- [TASK INSTRUCTIONS] Reproduce all the lines below exactly and omit the images.

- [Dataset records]
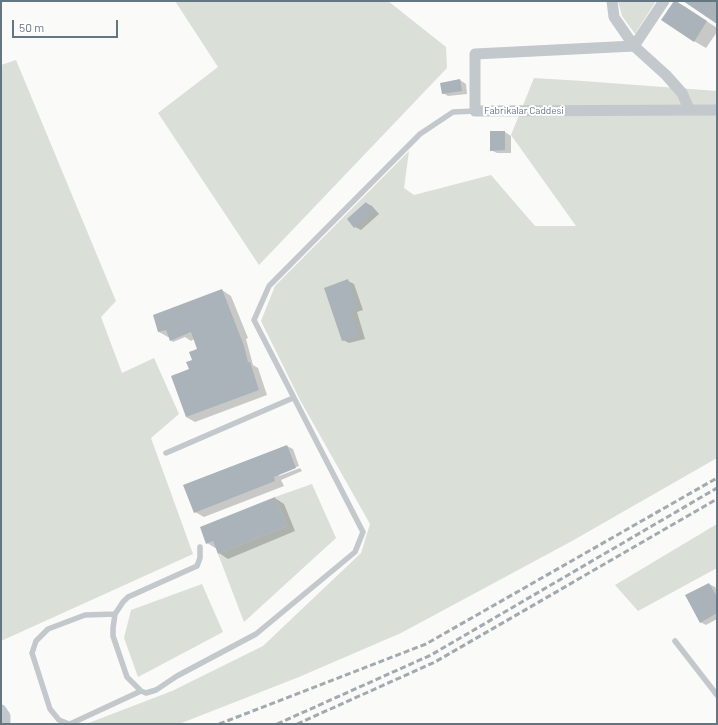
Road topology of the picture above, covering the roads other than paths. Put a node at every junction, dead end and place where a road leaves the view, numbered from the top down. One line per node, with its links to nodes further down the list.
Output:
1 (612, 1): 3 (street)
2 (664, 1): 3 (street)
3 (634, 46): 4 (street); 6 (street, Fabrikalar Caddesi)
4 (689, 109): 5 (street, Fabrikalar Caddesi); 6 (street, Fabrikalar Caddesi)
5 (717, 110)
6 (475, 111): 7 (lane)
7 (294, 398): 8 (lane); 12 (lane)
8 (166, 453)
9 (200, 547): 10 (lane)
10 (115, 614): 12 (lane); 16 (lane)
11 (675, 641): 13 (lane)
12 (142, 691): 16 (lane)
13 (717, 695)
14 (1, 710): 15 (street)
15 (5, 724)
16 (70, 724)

- [RESPONSE TO THIS EXERCISE]
Road topology of the picture above, covering the roads other than paths. Put a node at every junction, dead end and place where a road leaves the view, numbered from the top down. One line per node, with its links to nodes further down the list.
Output:
1 (612, 1): 3 (street)
2 (664, 1): 3 (street)
3 (634, 46): 4 (street); 6 (street, Fabrikalar Caddesi)
4 (689, 109): 5 (street, Fabrikalar Caddesi); 6 (street, Fabrikalar Caddesi)
5 (717, 110)
6 (475, 111): 7 (lane)
7 (294, 398): 8 (lane); 12 (lane)
8 (166, 453)
9 (200, 547): 10 (lane)
10 (115, 614): 12 (lane); 16 (lane)
11 (675, 641): 13 (lane)
12 (142, 691): 16 (lane)
13 (717, 695)
14 (1, 710): 15 (street)
15 (5, 724)
16 (70, 724)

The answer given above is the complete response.